§ **Brief**
The answer should be one number only, namely how many lines of the records hold the word "data".

§ **Records shown**
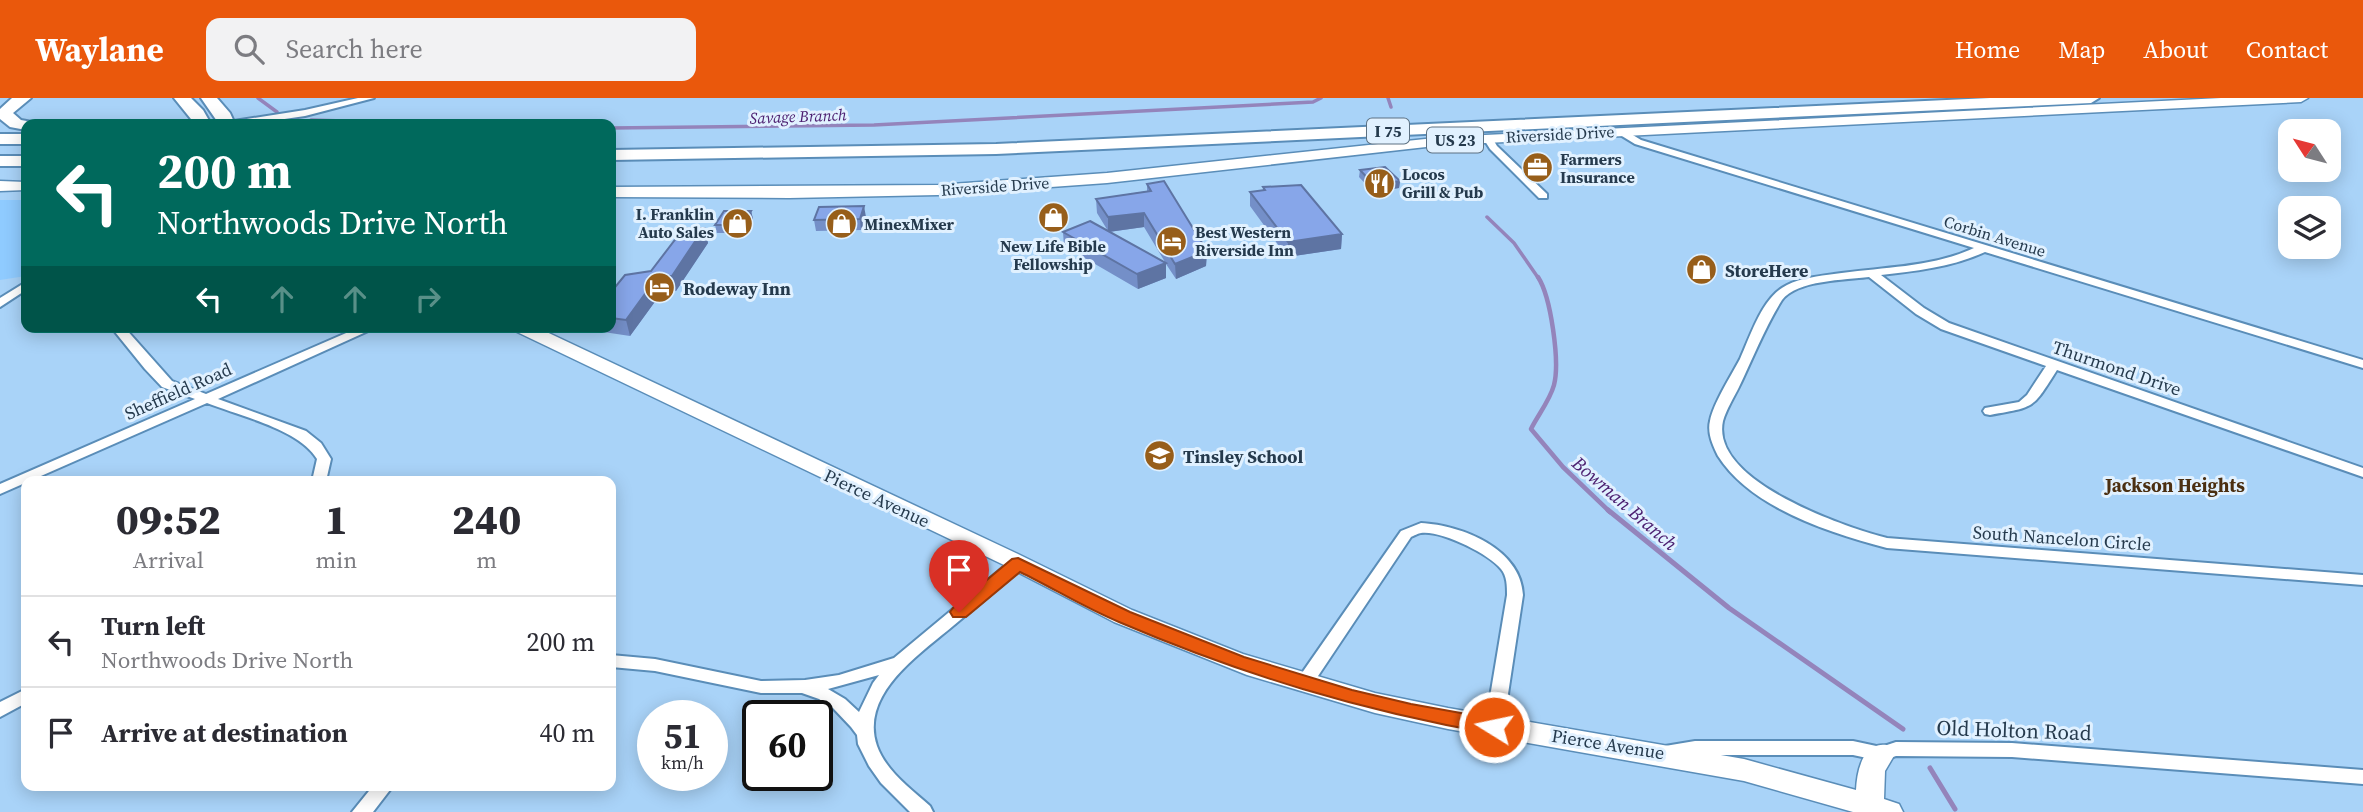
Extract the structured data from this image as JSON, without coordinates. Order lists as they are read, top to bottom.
* * *
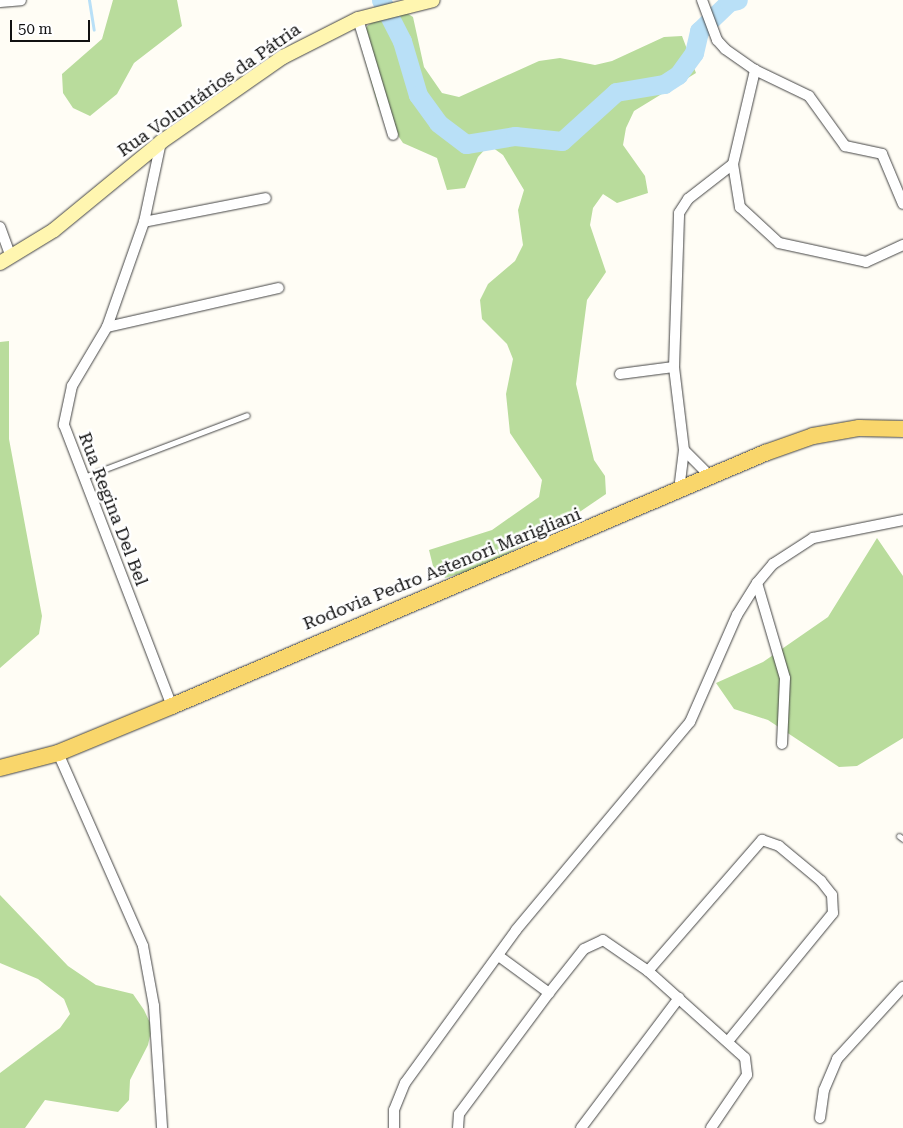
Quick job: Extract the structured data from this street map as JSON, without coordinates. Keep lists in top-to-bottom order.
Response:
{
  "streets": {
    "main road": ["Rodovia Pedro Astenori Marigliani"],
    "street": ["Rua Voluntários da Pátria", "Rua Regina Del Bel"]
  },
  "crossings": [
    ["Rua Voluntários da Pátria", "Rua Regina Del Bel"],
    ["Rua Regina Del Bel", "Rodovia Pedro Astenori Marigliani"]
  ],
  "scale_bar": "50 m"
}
...
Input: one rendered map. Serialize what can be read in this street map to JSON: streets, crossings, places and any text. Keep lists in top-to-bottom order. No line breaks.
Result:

§ **Answer**
2